M. [K] [F] ne rapporte pas la preuve qui lui incombe de sa libération.
Le prêteur ne justifie pas être créancier des cotisations d’assurance, de sorte que la demande en paiement de la somme de 443,62 euros sera rejetée.
En conséquence, M. [K] [F] sera condamné à payer à la SA CREATIS la somme de 36 012,43 euros portant intérêts au taux contractuel à hauteur de 3,76 % à compter du 18 décembre 2024 sur la somme de 32 325,23 euros et jusqu’à parfait paiement.

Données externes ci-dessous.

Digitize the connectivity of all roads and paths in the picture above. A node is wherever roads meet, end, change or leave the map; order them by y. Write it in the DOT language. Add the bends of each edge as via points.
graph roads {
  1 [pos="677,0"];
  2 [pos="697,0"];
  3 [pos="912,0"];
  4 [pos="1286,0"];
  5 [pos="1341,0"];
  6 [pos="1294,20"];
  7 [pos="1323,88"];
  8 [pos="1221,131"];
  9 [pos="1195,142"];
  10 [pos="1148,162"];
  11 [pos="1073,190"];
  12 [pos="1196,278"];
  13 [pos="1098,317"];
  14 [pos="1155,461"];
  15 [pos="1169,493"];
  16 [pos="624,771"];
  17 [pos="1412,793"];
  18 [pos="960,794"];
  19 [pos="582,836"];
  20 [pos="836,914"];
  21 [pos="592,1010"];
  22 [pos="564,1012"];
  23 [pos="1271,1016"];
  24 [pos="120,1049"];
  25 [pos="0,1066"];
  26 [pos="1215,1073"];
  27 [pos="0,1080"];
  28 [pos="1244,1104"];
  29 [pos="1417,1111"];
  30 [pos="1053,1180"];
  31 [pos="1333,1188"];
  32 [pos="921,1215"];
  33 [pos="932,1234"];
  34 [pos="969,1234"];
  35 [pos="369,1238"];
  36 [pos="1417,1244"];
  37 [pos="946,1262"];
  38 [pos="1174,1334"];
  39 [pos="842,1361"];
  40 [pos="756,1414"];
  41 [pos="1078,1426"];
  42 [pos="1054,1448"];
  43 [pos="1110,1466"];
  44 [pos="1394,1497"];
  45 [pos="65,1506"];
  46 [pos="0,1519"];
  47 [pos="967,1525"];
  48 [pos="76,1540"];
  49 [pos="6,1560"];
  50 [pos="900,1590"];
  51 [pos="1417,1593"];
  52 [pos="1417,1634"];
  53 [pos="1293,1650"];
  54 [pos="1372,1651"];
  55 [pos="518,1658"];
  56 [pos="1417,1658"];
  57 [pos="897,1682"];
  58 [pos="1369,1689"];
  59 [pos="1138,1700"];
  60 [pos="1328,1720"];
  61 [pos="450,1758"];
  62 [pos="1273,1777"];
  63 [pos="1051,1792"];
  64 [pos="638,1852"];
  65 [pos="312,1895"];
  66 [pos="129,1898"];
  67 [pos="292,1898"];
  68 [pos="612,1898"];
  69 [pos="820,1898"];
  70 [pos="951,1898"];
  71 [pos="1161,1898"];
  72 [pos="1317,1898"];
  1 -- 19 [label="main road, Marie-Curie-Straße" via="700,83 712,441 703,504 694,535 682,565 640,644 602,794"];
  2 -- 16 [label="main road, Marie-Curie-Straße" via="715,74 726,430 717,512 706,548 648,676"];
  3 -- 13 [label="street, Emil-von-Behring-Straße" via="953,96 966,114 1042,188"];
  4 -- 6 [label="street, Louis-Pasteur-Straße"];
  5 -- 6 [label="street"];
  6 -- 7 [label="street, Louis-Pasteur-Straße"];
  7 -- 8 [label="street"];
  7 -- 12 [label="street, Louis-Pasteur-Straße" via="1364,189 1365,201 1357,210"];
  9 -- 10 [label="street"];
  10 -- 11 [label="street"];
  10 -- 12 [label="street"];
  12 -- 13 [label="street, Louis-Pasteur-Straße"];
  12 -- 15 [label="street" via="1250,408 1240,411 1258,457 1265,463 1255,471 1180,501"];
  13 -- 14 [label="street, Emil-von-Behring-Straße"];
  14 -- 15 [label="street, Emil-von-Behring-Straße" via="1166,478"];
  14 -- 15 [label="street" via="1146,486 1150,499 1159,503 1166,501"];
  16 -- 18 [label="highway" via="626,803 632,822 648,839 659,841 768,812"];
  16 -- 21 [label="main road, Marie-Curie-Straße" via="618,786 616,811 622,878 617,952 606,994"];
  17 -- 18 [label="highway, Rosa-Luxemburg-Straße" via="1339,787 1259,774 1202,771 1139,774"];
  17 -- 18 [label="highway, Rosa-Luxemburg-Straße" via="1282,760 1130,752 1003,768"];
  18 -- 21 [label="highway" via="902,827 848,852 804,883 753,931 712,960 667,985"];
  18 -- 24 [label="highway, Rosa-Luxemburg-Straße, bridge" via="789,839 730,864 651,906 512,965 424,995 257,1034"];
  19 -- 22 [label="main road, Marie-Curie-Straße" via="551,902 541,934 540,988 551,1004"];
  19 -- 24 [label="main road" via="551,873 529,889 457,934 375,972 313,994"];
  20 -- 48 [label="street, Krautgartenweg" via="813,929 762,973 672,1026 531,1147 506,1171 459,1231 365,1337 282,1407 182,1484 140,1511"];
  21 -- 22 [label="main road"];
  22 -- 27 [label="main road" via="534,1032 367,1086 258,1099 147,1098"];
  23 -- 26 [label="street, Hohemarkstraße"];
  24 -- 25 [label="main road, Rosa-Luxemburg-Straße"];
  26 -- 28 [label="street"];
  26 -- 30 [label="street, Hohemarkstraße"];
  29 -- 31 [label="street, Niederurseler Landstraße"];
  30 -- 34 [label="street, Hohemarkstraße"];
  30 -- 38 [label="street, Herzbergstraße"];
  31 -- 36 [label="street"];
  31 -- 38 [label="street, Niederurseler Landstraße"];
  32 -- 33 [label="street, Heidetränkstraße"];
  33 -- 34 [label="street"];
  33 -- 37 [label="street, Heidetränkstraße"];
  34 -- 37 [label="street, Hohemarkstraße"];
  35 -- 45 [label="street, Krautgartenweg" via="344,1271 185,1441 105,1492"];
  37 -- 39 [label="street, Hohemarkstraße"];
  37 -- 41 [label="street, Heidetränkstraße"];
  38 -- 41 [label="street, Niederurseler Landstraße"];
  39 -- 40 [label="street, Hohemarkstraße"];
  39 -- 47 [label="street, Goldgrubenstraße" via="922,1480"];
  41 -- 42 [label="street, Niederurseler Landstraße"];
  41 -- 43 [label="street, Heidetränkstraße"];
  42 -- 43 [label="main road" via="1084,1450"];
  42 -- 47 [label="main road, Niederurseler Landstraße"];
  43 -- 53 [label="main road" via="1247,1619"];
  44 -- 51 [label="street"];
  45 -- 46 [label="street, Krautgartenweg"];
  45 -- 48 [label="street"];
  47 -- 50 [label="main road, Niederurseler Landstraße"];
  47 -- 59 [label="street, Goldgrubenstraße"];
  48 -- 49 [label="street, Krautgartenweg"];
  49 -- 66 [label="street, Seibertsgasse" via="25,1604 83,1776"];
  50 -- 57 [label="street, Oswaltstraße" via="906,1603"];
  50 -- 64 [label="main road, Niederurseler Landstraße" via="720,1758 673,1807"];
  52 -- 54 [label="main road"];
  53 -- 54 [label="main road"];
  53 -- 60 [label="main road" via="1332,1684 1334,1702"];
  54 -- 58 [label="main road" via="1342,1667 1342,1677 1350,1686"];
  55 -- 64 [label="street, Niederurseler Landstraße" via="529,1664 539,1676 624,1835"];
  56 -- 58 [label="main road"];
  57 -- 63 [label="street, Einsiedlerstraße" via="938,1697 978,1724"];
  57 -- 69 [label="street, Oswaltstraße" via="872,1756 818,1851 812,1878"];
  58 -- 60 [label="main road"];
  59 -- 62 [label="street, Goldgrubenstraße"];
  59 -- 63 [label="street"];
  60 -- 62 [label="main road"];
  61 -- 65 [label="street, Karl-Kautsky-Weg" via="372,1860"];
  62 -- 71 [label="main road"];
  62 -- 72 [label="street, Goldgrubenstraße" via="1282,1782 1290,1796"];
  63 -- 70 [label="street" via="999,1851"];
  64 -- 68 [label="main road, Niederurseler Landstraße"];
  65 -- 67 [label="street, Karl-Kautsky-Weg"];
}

— Sur la capitalisation des intérêts
Selon l’article L.312-38 du code de la consommation, aucune indemnité ni aucun frais autre que ceux mentionnés aux articles L.312-39 et L.312-40 ne peuvent être mis à la charge de l’emprunteur dans les cas de défaillance prévus par ces articles. Toutefois, le prêteur peut réclamer à l’emprunteur, en cas de défaillance de celui-ci, le remboursement des frais taxables qui lui ont été occasionnés par cette défaillance, à l’exclusion de tout remboursement forfaitaire de frais de recouvrement.
Cette règle d’ordre public fait obstacle en matière de crédit à la consommation à l’application de la capitalisation des intérêts prévue par l’article 1343-2 du code civil.
La demande de la SA CREATIS sera en conséquence rejetée.
— Sur la clause pénale
Aux termes de l’article 1152 du code civil, lorsque la convention porte que celui qui manquera de l’exécuter payera une certaine somme à titre de dommages et intérêts, il ne peut être alloué à l’autre partie une somme plus forte, ni moindre. Néanmoins, le juge peut, même d’office, modérer ou augmenter la peine si celle-ci est manifestement excessive ou dérisoire.
En l’espèce, il y a lieu de dire que cette indemnité fixée à la somme de 2 788,04 euros est manifestement disproportionnée au regard du préjudice réellement subi par la demanderesse et par ailleurs non justifié aux débats.
La clause pénale sera ainsi réduite à néant.
— Sur les autres demandes accessoires
Succombant à l’instance M. [K] [F] sera condamné aux dépens de l’instance.
Ni l’équité, ni la situation respective des parties ne justifient l’application des dispositions de l’article 700 du code de procédure civile, de sorte que la demande formée de ce chef sera donc rejetée.
En application des dispositions de l’article 514 du code de procédure civile, la décision de première instance est de droit exécutoire à titre provisoire à moins que la loi ou le juge n’en dispose autrement.
PAR CES MOTIFS
Le juge des contentieux de la protection du tribunal judiciaire de Nîmes, statuant par mise à disposition au greffe le 13 mai 2025 par jugement réputé contradictoire et rendu en premier ressort,
JUGE recevables les demandes de la SA CREATIS,
CONDAMNE M. [K] [F] à payer à la SA CREATIS la somme de 36 012,43 euros portant intérêts au taux contractuel à hauteur de 3,76 % à compter du 18 décembre 2024 sur la somme de 32 325,23 euros et jusqu’à parfait paiement,
DEBOUTE la SA CREATIS de sa demande d’indemnité au titre de la clause pénale,
DEBOUTE la SA CREATIS de sa demande en capitalisation des intérêts,
CONDAMNE M. [K] [F] aux dépens de l’instance,
DEBOUTE la SA CREATIS de sa demande au titre de l’article 700 du code de procédure civile,
RAPPELLE que la décision est de droit exécutoire à titre provisoire.